> [Provided entries]

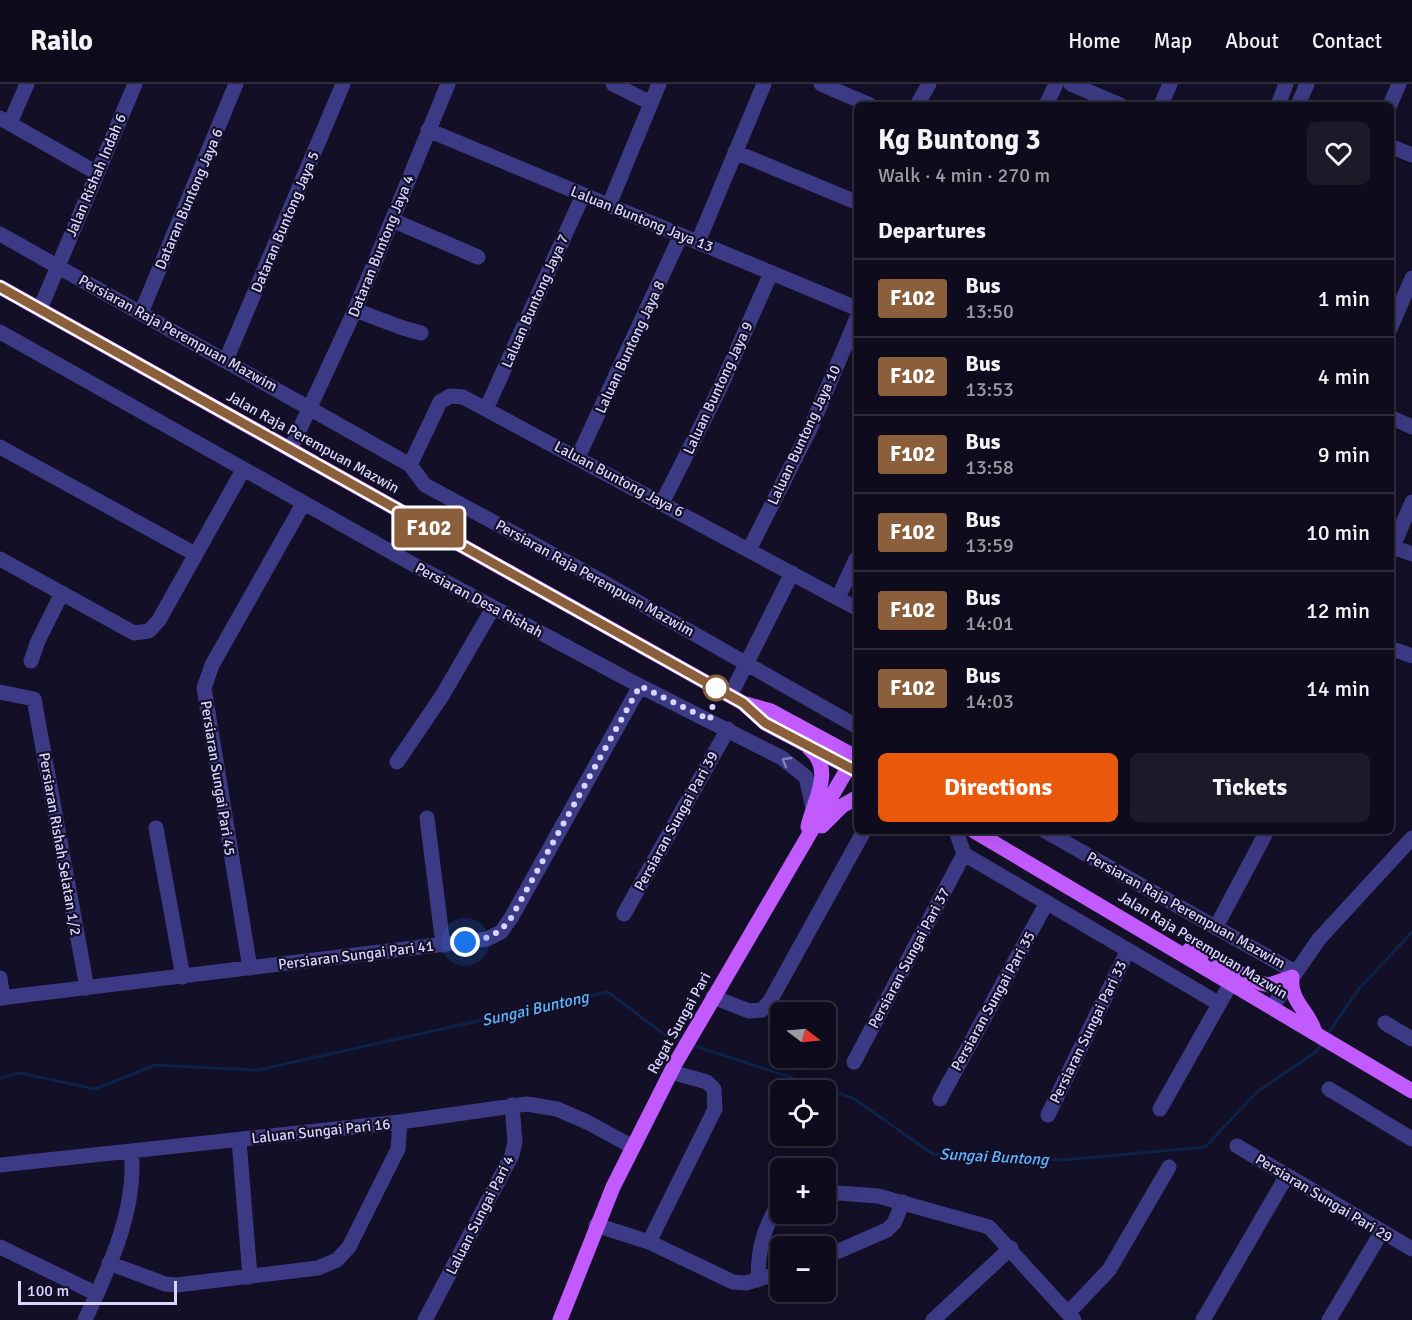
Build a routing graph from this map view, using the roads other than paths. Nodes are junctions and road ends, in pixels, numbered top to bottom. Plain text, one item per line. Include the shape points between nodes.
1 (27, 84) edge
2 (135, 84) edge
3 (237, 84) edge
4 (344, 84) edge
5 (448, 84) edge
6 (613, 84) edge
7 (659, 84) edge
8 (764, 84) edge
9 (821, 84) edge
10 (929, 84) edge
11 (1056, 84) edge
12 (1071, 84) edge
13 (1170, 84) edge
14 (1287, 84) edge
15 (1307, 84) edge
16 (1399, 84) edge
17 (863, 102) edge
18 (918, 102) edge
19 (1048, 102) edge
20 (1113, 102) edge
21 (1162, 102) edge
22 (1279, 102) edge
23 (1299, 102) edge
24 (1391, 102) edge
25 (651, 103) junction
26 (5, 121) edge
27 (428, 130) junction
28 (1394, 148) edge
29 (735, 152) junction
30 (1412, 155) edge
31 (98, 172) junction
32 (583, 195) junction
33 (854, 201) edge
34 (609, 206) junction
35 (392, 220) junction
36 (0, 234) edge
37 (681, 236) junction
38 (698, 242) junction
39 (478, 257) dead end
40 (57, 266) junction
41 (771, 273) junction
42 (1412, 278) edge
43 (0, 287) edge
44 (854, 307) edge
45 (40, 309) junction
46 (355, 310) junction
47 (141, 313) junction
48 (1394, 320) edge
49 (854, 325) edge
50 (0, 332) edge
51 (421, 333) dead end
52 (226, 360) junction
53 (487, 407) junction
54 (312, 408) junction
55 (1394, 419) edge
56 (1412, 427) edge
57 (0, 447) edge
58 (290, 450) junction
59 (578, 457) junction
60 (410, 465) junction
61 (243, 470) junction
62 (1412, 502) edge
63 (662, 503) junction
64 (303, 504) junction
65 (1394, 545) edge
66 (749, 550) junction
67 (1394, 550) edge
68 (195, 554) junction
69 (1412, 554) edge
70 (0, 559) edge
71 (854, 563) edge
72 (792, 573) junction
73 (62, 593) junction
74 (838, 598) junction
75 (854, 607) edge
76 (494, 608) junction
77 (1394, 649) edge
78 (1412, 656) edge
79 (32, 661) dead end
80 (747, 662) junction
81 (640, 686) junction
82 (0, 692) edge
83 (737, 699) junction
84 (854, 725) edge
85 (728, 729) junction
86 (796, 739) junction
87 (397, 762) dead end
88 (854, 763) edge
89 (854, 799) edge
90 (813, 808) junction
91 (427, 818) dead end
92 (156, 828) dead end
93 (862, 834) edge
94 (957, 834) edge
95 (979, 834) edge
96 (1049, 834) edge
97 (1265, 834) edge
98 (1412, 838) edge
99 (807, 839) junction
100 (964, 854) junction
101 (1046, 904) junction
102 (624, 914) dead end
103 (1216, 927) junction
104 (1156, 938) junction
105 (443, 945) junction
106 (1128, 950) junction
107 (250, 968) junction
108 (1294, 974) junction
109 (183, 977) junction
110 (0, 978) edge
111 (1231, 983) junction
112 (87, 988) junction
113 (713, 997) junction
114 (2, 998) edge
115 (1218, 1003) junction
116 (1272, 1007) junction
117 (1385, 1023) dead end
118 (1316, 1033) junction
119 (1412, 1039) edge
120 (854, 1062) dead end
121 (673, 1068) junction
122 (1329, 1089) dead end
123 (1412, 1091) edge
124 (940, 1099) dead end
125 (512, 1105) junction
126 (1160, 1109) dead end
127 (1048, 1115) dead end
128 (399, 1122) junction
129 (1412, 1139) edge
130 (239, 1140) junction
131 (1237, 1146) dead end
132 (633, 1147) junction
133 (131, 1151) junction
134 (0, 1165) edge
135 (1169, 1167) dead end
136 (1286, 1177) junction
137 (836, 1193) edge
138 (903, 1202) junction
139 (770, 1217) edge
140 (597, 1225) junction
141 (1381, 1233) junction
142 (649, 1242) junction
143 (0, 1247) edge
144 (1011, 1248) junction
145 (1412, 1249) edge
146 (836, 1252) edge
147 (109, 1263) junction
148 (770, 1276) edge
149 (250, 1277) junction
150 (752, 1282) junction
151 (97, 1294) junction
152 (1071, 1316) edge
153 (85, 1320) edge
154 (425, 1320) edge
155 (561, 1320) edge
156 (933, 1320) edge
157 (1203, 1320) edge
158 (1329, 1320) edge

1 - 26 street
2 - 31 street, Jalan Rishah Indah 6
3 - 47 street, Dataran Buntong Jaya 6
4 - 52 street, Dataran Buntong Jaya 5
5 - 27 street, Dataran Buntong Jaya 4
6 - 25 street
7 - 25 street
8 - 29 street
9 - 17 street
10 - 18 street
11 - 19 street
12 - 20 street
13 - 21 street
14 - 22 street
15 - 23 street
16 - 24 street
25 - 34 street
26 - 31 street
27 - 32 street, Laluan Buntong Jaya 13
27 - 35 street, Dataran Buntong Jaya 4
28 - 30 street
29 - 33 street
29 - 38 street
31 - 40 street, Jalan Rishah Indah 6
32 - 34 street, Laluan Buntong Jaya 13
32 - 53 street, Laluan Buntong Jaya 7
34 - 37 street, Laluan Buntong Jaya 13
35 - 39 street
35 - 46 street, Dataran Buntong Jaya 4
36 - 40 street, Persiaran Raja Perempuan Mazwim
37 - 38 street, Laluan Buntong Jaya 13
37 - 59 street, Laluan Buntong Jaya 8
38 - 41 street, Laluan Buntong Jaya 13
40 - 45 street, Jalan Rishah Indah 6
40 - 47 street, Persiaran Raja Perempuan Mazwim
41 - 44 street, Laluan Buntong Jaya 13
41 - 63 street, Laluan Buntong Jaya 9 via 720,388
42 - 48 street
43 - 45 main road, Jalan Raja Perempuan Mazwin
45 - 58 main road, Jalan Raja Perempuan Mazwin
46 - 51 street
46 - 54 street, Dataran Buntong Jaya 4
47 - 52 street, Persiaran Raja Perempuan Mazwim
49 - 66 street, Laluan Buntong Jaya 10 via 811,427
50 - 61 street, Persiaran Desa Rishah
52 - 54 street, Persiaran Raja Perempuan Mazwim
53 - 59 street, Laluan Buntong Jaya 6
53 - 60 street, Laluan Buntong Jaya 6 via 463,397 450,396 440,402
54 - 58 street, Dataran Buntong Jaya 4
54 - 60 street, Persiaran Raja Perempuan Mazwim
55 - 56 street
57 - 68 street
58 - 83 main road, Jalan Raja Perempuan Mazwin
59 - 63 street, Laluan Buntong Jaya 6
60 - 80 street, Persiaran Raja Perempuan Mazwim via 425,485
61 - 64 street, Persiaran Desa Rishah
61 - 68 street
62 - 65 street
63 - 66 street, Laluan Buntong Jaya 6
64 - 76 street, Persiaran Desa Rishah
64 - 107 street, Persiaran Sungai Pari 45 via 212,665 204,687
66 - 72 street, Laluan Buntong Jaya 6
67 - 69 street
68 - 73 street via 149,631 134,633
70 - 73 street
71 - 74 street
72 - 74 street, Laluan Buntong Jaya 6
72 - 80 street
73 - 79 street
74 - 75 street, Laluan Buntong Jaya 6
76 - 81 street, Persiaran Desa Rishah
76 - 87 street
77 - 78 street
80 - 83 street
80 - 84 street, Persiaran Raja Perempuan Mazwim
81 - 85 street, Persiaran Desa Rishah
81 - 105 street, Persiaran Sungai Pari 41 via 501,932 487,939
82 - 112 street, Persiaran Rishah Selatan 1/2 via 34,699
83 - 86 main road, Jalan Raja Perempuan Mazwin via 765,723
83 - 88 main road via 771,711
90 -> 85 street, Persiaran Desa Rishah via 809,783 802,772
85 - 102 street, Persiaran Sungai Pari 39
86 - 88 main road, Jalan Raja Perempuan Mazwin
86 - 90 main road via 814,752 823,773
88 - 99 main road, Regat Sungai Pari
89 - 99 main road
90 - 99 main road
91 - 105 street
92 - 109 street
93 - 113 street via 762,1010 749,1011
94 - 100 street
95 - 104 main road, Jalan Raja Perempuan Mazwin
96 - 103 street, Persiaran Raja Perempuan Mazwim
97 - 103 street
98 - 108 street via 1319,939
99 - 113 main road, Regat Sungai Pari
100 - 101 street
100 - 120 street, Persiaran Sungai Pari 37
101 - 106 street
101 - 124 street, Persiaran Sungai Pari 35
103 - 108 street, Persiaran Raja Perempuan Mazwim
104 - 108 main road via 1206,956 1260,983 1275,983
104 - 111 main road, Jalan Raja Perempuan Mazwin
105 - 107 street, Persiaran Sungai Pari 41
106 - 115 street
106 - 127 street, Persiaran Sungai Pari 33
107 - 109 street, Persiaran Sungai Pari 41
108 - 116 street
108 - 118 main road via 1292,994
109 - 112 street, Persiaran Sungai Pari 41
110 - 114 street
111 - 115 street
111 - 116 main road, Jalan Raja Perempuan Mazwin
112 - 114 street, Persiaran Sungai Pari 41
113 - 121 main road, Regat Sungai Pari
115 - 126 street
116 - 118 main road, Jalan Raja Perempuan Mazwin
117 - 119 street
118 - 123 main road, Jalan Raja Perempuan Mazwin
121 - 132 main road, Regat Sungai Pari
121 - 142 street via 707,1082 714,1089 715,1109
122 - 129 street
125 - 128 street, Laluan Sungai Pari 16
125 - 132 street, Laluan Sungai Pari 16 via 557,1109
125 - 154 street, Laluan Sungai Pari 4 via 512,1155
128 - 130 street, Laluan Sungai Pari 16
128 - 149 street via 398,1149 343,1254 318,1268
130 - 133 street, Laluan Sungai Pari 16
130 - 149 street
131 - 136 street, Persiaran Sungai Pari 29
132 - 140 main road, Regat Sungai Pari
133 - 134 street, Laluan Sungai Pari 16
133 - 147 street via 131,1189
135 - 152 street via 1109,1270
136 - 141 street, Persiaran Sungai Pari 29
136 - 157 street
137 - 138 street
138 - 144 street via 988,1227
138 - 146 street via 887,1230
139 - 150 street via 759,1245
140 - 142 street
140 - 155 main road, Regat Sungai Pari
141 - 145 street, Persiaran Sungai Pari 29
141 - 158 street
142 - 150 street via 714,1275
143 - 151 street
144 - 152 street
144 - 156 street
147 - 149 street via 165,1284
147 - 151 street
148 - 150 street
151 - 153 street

> [What the task asks]
The string "Desa" may appear in lines of the entries above. Say how many such lines there are, as a number only.

> [Solution below]
6